Within the entries below, every line containing "东坡路西三段" is to be copied.

*Extracted records*.
----------------------------------------
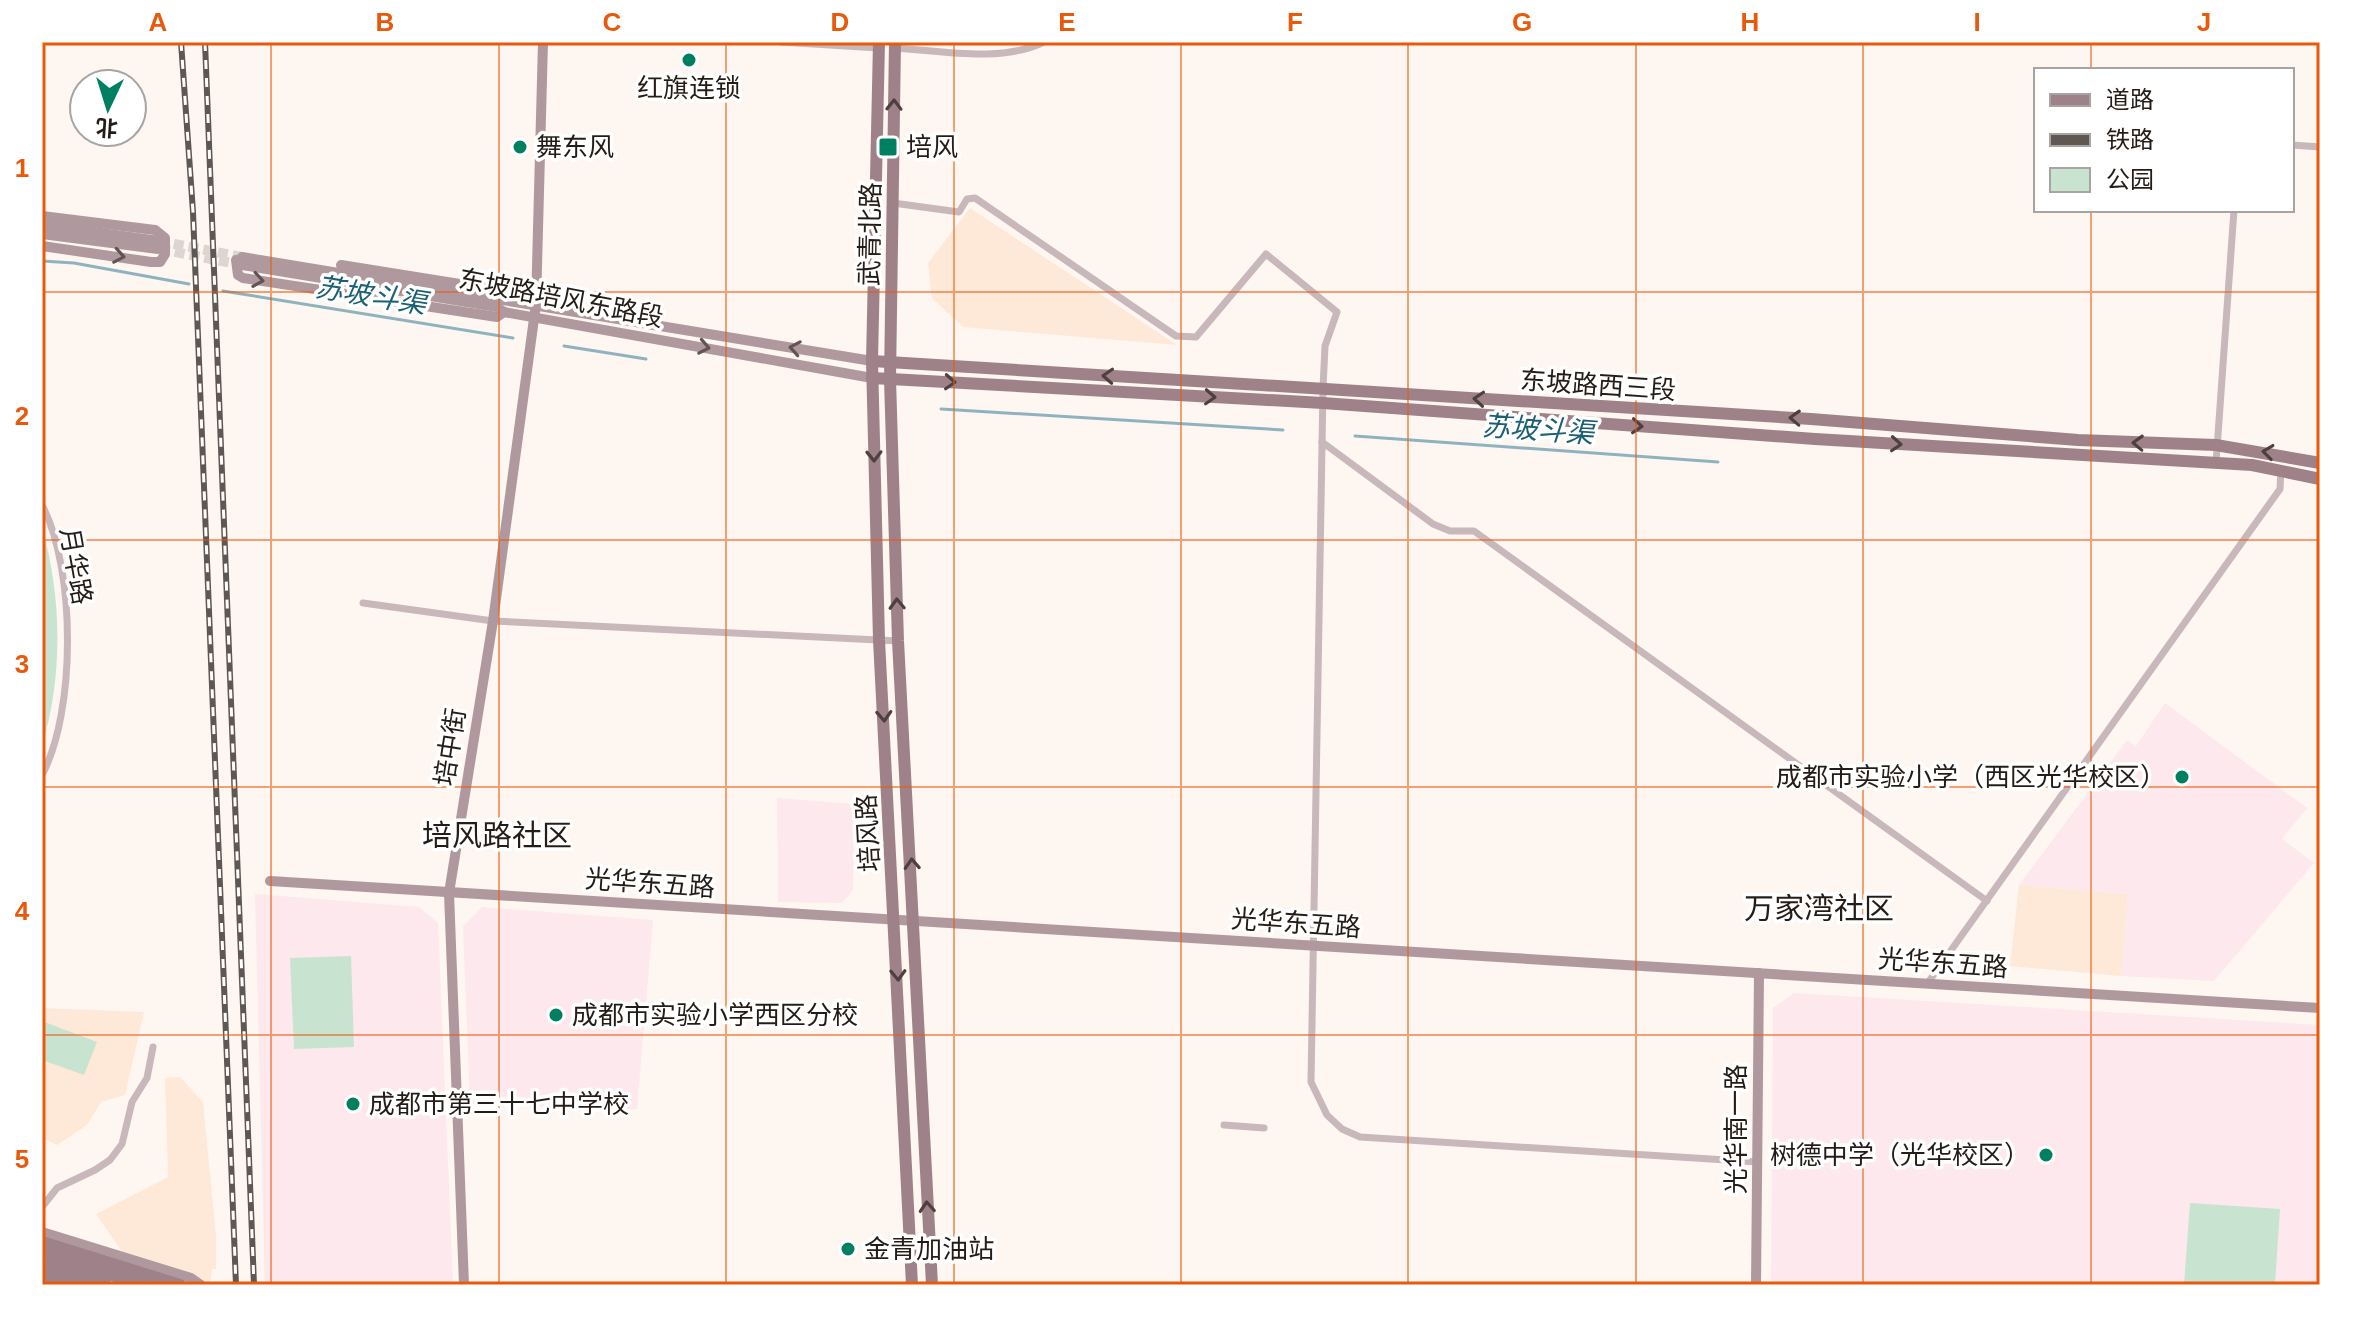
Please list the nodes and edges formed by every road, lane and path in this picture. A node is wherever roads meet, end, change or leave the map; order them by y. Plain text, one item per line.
1 (543, 42) edge
2 (781, 42) edge
3 (1044, 42) edge
4 (878, 45) edge
5 (895, 45) edge
6 (2294, 145) edge
7 (2320, 147) edge
8 (893, 203) junction
9 (2234, 212) edge
10 (42, 216) edge
11 (42, 225) edge
12 (42, 234) edge
13 (42, 246) edge
14 (518, 301) junction
15 (535, 310) junction
16 (504, 312) junction
17 (872, 361) junction
18 (890, 363) junction
19 (872, 378) junction
20 (890, 379) junction
21 (1323, 388) junction
22 (1323, 403) junction
23 (1322, 442) junction
24 (2216, 445) junction
25 (2216, 463) junction
26 (2320, 463) edge
27 (2281, 469) junction
28 (2320, 479) edge
29 (42, 505) edge
30 (363, 603) dead end
31 (493, 621) junction
32 (879, 640) junction
33 (898, 641) junction
34 (42, 775) edge
35 (270, 881) dead end
36 (449, 893) junction
37 (1987, 901) junction
38 (895, 920) junction
39 (915, 921) junction
40 (1312, 946) junction
41 (1759, 973) junction
42 (1927, 984) junction
43 (2320, 1008) edge
44 (153, 1047) dead end
45 (1224, 1125) dead end
46 (1264, 1128) dead end
47 (1758, 1162) junction
48 (43, 1204) edge
49 (42, 1232) edge
50 (42, 1242) edge
51 (42, 1254) edge
52 (42, 1265) edge
53 (42, 1274) edge
54 (76, 1285) edge
55 (106, 1285) edge
56 (144, 1285) edge
57 (180, 1285) edge
58 (201, 1285) edge
59 (464, 1285) edge
60 (912, 1285) edge
61 (932, 1285) edge
62 (1756, 1285) edge

1 - 15 street, 培中街
2 - 4 street
3 - 5 street
4 - 17 main road, 武青北路
8 -> 5 main road, 武青北路
6 - 7 street
8 - 18 main road, 武青北路
8 - 21 street
9 - 24 street
13 -> 10 street
11 - 12 street
14 - 15 street, 东坡路培风东路段
14 - 16 street, 东坡路培风东路段
14 -> 16 street
15 - 16 street, 东坡路培风东路段
17 -> 15 street, 东坡路培风东路段
15 -> 19 street, 东坡路培风东路段
15 - 31 street, 培中街
17 - 18 main road, 东坡路西三段
17 - 19 main road, 武青北路
18 - 20 main road, 武青北路
21 -> 18 main road, 东坡路西三段
19 - 20 main road, 东坡路西三段
19 -> 32 main road, 培风路
20 -> 22 main road, 东坡路西三段
33 -> 20 main road, 培风路
21 - 22 street
24 -> 21 main road, 东坡路西三段
22 - 23 street
22 -> 25 main road, 东坡路西三段
23 - 37 street
23 - 40 street
24 - 25 street
26 -> 24 main road, 东坡路西三段
25 - 27 main road, 东坡路西三段
27 - 28 main road, 东坡路西三段
27 - 37 street
29 - 34 street, 月华路
30 - 31 street
31 - 32 street
31 - 36 street, 培中街
32 - 33 street
32 -> 38 main road, 培风路
39 -> 33 main road, 培风路
35 - 36 street, 光华东五路
36 - 38 street, 光华东五路
36 - 59 street, 培中街
37 - 42 street
38 - 39 street, 光华东五路
38 -> 60 main road, 培风路
39 - 40 street, 光华东五路
61 -> 39 main road, 培风路
40 - 41 street, 光华东五路
40 - 47 street
41 - 42 street, 光华东五路
41 - 47 street, 光华南一路
42 - 43 street, 光华东五路
44 - 48 street
45 - 46 street
47 - 62 street, 光华南一路
49 - 58 street
50 - 57 main road
51 - 56 main road
52 - 55 main road
53 - 54 main road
----------------------------------------
*Response for this exercise*.
17 - 18 main road, 东坡路西三段
21 -> 18 main road, 东坡路西三段
19 - 20 main road, 东坡路西三段
20 -> 22 main road, 东坡路西三段
24 -> 21 main road, 东坡路西三段
22 -> 25 main road, 东坡路西三段
26 -> 24 main road, 东坡路西三段
25 - 27 main road, 东坡路西三段
27 - 28 main road, 东坡路西三段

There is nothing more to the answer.